Fresh sweat beads pop up along my neck and forehead as I fight back the urge to gag. I’d already vomited up bile and water, all that resided within my stomach, not long after waking the first time, and the involuntary muscle spasms that take over upon the action do nothing to dampen the pain. I don’t look to the floor where it’d happen, afraid to see it there. If Theos notices—and with his Divine abilities and heightened senses, he should—he doesn’t comment. Clamping my fingers around the edge of the bed, digging into the metal, I breathe through my teeth in long hissing sounds.

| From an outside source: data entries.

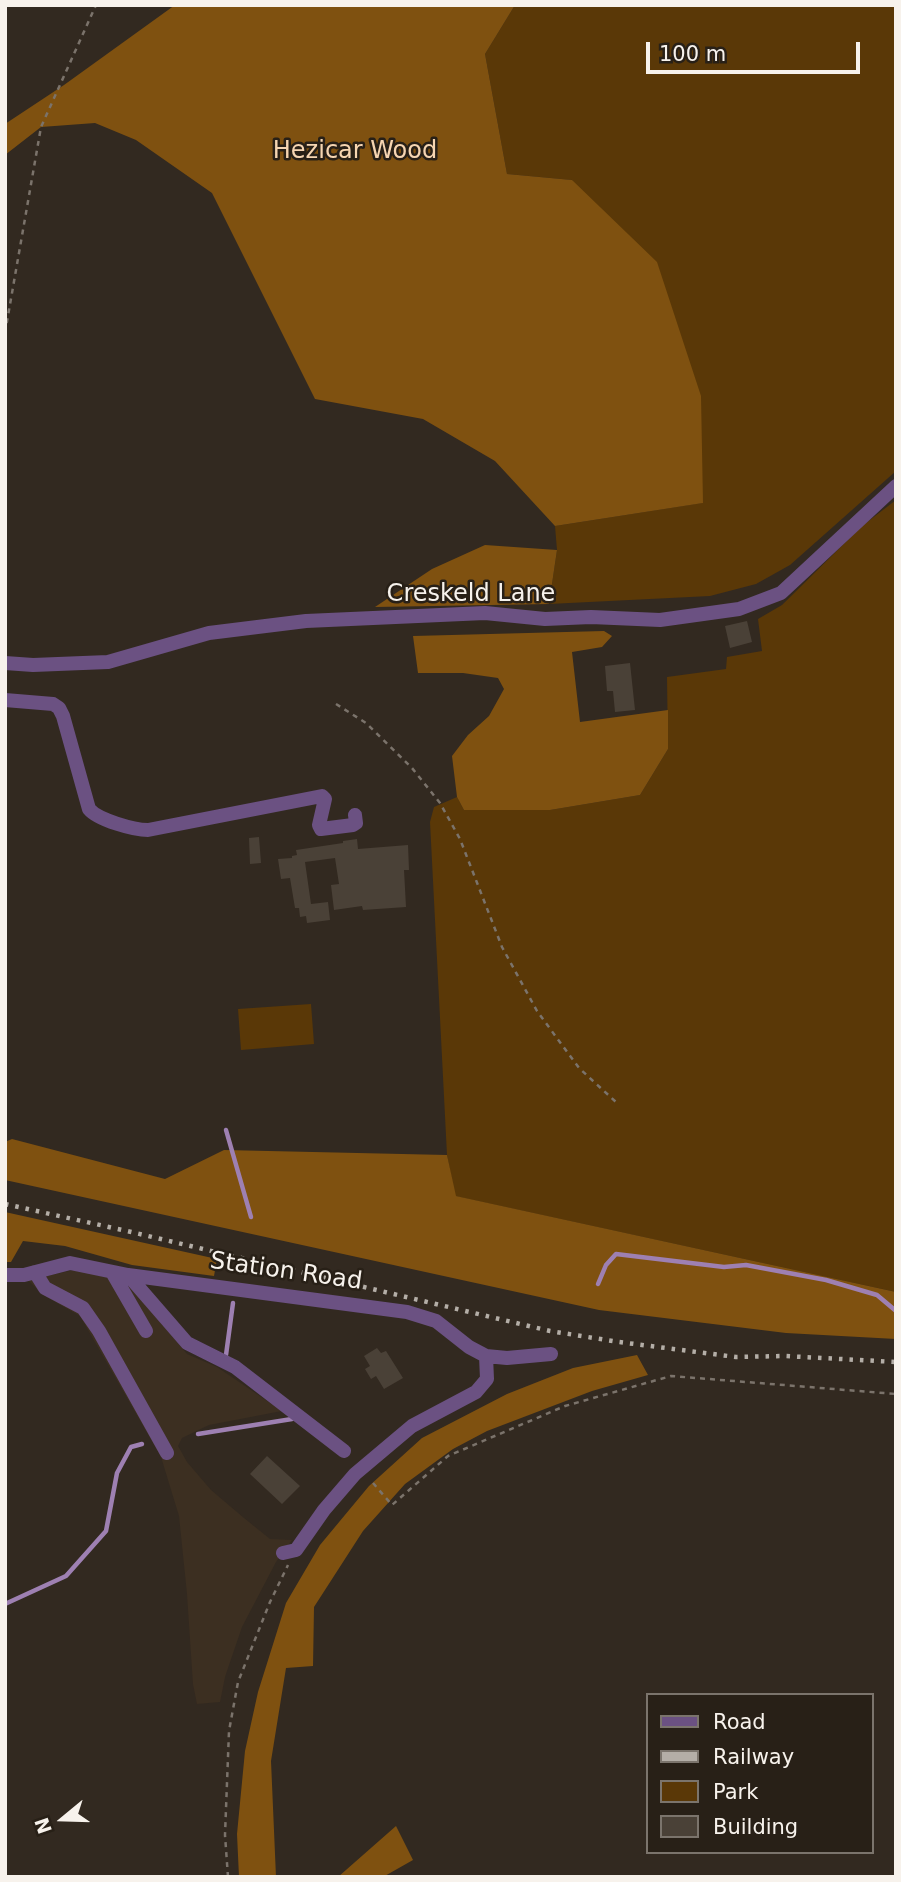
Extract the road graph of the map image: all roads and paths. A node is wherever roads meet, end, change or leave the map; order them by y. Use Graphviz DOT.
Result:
graph roads {
  1 [pos="96,5"];
  2 [pos="5,333"];
  3 [pos="896,486"];
  4 [pos="5,663"];
  5 [pos="5,700"];
  6 [pos="336,704"];
  7 [pos="355,815"];
  8 [pos="617,1103"];
  9 [pos="35,1272"];
  10 [pos="112,1272"];
  11 [pos="5,1275"];
  12 [pos="128,1275"];
  13 [pos="146,1331"];
  14 [pos="551,1354"];
  15 [pos="486,1356"];
  16 [pos="896,1394"];
  17 [pos="344,1451"];
  18 [pos="166,1453"];
  19 [pos="373,1483"];
  20 [pos="290,1551"];
  21 [pos="228,1877"];
  1 -- 2 [label="path"];
  3 -- 4 [label="street, Creskeld Lane"];
  5 -- 7 [label="street"];
  6 -- 8 [label="path"];
  9 -- 10 [label="street, Station Road"];
  9 -- 11 [label="street, Station Road"];
  9 -- 18 [label="street"];
  10 -- 12 [label="street, Station Road"];
  10 -- 13 [label="street"];
  12 -- 15 [label="street, Station Road"];
  12 -- 17 [label="street"];
  14 -- 15 [label="street"];
  15 -- 20 [label="street"];
  16 -- 19 [label="path"];
  20 -- 21 [label="path"];
}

“I was only trying to see the wounds,” Theos murmurs, his tone far softer than I’ve ever heard it before—outside his bedroom that is. No longer cajoling, yet still silken and sweet. I hate that sweetness. In my current state, I struggle to know if he means it or if it’s simply another manipulation. That little piece of my heart that I’ve tried to protect for the last decade craves something gentle, something kind.

I bite back an angry retort and pray that my next words come out with less venom than I’m currently feeling. “Any touch close to them … pulls at the skin,” I say, still panting in heaving breaths as the pain subsides.

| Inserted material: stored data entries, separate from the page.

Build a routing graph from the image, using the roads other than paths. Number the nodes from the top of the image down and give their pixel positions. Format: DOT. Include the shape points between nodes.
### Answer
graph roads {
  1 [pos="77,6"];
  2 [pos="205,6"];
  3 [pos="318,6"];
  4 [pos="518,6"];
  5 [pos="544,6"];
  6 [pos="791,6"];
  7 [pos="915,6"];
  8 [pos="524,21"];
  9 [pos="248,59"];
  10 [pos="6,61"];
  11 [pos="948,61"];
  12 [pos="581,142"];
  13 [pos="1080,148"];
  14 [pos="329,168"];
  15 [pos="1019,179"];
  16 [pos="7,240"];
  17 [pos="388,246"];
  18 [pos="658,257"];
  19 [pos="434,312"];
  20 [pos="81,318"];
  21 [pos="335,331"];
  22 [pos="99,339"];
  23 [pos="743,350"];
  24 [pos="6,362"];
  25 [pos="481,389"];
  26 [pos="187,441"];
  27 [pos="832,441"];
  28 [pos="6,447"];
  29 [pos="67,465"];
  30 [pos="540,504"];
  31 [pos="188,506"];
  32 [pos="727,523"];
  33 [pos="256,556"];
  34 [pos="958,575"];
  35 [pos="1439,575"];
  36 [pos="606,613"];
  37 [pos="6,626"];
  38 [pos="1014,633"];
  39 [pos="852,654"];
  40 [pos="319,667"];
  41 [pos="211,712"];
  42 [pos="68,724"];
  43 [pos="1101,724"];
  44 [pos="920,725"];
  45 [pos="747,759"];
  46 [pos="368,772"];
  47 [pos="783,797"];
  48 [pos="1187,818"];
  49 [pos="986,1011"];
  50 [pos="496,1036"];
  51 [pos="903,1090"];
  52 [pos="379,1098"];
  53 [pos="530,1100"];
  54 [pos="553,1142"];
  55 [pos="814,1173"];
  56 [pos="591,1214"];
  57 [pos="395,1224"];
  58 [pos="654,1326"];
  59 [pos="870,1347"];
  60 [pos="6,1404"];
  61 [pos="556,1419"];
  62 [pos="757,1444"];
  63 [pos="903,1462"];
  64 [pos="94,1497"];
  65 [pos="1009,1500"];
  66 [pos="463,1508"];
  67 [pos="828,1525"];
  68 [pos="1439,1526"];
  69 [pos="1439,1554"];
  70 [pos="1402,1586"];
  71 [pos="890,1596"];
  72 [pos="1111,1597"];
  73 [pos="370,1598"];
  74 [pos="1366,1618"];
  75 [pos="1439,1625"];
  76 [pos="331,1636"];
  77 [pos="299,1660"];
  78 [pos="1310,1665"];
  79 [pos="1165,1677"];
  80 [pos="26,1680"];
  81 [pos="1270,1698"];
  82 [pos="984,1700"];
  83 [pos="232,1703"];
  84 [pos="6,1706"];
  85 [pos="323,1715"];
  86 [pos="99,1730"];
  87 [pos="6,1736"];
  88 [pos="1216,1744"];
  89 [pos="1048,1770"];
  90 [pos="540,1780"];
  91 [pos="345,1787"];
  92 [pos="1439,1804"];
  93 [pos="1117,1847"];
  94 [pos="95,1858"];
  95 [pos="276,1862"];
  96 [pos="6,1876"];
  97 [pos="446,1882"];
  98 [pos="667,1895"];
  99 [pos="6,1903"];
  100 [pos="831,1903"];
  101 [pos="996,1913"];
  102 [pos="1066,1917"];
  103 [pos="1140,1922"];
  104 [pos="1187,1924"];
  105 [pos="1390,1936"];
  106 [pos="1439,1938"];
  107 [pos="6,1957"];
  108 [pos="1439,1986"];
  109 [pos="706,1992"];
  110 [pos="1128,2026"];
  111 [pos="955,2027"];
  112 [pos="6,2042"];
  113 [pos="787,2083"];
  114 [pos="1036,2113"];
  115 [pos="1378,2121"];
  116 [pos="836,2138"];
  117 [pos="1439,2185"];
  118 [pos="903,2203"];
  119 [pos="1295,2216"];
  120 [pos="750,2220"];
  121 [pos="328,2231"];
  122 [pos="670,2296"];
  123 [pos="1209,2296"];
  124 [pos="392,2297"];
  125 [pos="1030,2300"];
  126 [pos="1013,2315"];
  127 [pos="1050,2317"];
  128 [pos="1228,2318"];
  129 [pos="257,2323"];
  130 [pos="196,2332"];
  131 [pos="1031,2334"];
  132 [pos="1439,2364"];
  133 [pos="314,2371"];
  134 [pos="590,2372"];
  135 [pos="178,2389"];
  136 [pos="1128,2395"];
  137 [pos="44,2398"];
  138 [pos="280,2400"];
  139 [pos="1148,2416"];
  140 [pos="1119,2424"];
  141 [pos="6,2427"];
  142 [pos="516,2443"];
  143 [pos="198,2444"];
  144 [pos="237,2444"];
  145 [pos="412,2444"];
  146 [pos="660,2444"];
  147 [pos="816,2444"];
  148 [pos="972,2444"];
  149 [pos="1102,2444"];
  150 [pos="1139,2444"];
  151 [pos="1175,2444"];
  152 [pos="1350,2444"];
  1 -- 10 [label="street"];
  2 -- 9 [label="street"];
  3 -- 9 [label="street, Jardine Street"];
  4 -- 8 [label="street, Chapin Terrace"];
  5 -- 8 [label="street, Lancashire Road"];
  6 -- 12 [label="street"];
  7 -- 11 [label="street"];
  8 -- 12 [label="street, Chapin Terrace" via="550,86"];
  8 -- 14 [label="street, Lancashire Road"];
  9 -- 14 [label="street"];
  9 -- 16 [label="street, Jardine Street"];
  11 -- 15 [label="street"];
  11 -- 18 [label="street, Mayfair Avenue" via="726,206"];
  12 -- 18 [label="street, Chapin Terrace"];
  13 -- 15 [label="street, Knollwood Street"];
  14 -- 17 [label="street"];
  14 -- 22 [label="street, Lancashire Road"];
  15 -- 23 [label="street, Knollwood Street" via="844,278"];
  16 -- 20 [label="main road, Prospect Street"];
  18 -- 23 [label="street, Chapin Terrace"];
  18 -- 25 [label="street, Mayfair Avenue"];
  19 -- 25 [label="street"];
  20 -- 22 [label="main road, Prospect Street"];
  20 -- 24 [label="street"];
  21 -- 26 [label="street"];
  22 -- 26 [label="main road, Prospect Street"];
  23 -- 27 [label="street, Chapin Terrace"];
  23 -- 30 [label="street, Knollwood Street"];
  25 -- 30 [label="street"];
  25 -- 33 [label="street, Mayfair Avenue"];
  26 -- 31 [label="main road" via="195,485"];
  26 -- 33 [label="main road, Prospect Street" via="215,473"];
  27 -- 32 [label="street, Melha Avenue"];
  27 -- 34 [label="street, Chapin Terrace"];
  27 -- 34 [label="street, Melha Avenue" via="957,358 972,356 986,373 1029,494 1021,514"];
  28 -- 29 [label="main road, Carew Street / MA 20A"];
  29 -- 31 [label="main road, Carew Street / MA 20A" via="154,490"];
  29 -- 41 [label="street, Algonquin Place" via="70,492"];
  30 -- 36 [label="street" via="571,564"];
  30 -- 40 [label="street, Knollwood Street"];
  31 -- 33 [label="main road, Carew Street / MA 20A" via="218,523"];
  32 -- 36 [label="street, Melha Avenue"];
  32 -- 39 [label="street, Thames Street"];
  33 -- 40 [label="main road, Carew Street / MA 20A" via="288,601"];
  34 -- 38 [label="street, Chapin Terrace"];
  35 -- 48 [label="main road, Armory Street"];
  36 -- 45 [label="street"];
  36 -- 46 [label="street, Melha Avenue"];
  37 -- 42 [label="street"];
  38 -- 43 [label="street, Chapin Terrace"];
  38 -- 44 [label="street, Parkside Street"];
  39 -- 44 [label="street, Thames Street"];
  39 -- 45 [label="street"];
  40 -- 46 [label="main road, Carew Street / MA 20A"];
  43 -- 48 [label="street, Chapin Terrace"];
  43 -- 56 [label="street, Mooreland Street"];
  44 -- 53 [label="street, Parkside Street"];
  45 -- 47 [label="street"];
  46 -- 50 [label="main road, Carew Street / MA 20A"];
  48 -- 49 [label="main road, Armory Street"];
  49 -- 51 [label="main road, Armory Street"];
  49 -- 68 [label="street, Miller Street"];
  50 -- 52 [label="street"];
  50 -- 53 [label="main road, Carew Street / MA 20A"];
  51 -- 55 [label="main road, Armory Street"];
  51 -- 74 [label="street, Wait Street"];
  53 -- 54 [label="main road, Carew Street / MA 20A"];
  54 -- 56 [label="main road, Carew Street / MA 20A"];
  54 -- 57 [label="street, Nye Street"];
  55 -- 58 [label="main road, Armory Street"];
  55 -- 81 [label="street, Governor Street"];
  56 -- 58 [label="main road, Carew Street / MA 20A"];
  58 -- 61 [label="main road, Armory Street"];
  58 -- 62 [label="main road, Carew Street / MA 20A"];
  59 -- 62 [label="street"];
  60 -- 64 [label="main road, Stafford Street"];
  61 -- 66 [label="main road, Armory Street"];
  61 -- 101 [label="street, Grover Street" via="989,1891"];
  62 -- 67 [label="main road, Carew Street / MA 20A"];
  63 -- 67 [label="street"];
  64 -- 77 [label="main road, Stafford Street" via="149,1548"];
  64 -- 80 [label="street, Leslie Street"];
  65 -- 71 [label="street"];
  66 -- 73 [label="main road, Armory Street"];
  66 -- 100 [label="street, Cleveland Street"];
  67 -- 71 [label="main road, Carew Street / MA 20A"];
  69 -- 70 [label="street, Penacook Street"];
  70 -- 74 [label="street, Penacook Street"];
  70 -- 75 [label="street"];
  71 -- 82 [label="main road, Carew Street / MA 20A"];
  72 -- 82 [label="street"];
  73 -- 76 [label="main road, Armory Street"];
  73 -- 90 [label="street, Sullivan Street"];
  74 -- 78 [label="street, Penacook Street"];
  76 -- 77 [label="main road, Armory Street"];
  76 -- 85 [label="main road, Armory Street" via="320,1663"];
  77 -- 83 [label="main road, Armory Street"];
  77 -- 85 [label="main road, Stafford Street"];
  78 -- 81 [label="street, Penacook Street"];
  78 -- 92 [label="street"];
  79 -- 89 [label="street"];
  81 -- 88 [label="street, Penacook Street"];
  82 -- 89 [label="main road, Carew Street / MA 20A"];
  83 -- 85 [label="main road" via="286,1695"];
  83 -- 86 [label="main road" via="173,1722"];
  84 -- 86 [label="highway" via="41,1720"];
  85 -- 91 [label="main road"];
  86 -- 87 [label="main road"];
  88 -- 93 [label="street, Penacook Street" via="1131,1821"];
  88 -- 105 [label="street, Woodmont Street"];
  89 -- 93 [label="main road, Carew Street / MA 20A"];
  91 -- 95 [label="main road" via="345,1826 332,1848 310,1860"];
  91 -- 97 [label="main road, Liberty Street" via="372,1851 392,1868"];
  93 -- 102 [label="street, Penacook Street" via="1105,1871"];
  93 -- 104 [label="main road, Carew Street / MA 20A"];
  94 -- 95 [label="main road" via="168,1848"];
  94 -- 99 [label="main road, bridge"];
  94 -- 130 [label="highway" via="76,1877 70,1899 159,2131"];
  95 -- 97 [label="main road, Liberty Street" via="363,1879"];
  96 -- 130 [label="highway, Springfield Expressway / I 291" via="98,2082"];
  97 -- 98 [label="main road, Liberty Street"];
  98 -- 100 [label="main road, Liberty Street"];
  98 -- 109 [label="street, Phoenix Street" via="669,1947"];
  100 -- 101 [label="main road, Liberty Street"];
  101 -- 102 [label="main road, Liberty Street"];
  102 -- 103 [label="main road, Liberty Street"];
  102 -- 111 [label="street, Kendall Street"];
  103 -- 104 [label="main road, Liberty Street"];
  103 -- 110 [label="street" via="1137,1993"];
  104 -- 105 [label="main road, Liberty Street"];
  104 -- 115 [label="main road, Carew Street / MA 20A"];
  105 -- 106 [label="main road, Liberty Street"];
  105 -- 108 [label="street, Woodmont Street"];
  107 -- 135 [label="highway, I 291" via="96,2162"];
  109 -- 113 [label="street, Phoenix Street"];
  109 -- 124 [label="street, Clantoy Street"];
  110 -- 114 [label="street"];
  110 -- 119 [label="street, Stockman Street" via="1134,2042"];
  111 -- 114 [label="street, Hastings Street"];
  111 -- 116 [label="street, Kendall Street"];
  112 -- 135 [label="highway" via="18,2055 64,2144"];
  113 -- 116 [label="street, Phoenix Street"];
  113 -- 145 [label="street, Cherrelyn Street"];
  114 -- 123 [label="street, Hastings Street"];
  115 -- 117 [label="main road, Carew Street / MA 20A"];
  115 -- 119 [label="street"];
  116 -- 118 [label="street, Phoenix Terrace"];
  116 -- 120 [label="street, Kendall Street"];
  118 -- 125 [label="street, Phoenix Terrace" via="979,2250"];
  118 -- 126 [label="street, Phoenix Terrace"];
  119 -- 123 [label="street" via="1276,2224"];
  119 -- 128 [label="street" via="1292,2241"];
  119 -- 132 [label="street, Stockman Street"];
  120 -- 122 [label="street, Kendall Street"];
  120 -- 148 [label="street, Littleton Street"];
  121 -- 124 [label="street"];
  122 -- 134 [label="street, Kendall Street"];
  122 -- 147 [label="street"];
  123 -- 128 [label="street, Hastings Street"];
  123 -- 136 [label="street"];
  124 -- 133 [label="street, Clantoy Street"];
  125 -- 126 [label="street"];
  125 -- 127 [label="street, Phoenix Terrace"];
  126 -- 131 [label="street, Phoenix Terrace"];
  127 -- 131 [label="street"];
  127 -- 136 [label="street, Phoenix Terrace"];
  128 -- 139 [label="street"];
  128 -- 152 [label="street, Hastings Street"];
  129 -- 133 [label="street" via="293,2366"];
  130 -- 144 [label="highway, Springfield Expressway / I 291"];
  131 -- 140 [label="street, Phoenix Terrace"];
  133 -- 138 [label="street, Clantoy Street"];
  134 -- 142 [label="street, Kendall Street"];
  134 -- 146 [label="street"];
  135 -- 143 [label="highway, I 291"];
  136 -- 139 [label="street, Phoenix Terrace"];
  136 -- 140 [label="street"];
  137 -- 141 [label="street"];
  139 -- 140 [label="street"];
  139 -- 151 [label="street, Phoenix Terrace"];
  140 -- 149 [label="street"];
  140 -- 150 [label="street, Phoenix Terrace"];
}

Theos is quiet for a moment and then a long-suffering sigh slides from his lips. Him? What the hell does he have to sigh about? I’m the one with a back so shredded that it feels more like strings of ribbons cling to my muscles rather than actual flesh. I can feel his gaze on me, the cool rich warmth of his burning golden eyes, so like seeing the crest of a sunrise over the distant shores, and finally, I look at him. Really look at him. I meet his gaze and this time, I don’t try to hide.

I let him see all the pain and agony in my expression, the resentment, the exhaustion that I’m sure darkens the skin beneath my eyes. Theos doesn’t blanch from it. He doesn’t shy away. Instead, he—far more carefully than before—lifts a palm to my face. He cups my cheek, his fingers like molten fire against my freezing skin. Cold? Wasn’t I just hot? I feel … ugh, groggy.